List every line below containing "them".

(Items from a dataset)
↓

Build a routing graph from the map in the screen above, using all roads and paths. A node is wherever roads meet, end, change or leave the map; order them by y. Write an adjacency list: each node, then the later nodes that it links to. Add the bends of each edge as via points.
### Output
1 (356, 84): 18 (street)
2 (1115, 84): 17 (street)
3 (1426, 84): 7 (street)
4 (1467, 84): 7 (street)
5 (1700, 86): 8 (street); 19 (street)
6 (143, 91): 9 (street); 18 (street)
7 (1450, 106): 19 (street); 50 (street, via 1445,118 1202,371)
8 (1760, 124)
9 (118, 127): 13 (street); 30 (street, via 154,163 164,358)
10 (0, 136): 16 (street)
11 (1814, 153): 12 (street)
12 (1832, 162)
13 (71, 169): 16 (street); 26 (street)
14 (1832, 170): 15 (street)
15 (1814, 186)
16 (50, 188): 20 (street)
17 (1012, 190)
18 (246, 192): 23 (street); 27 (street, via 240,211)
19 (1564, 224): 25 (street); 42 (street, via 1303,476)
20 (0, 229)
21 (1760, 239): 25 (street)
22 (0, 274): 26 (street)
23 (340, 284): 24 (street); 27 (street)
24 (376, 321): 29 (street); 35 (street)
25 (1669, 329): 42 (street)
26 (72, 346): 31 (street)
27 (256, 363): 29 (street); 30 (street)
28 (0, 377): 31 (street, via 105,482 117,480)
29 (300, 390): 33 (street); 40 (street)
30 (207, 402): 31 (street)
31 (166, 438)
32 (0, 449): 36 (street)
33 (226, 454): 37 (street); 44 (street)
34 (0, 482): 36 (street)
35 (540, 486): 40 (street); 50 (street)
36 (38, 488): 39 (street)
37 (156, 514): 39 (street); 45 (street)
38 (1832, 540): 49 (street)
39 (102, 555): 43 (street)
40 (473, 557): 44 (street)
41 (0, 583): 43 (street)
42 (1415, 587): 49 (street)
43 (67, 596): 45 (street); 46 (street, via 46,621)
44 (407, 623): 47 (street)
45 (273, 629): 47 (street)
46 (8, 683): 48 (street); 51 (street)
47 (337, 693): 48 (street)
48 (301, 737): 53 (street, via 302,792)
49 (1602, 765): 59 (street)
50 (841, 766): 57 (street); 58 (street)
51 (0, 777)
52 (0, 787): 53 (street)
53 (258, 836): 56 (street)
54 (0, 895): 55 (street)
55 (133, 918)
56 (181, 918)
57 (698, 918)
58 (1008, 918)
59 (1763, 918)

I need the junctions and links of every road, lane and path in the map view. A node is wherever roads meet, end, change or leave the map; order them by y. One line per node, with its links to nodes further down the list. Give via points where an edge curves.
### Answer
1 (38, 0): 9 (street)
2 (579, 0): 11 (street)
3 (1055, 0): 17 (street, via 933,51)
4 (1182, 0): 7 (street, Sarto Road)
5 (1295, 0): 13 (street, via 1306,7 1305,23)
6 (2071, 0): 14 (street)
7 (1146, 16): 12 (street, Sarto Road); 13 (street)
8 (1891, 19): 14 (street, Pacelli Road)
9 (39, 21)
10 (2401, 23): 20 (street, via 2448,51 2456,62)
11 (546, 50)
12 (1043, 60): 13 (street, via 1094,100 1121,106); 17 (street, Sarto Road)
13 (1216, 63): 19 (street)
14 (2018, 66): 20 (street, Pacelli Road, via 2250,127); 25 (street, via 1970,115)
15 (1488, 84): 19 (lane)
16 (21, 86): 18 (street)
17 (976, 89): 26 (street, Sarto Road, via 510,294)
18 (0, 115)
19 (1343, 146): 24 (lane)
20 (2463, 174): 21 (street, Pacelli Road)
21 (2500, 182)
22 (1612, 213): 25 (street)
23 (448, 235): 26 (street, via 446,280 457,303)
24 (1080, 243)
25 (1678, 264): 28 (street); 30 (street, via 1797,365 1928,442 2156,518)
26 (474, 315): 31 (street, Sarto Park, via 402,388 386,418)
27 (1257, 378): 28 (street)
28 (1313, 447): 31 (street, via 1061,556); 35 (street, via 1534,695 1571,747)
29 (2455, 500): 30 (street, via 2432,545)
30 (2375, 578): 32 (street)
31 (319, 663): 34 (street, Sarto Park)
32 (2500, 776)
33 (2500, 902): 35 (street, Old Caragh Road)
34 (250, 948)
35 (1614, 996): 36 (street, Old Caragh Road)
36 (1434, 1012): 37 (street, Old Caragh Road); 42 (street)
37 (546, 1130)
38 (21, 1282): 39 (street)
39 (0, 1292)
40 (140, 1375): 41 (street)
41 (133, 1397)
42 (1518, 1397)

↑

TASK RESPONSE -
Build a routing graph from the map in the screen above, using all roads and paths. A node is wherever roads meet, end, change or leave the map; order them by y. Write an adjacency list: each node, then the later nodes that it links to. Add the bends of each edge as via points.
I need the junctions and links of every road, lane and path in the map view. A node is wherever roads meet, end, change or leave the map; order them by y. One line per node, with its links to nodes further down the list. Give via points where an edge curves.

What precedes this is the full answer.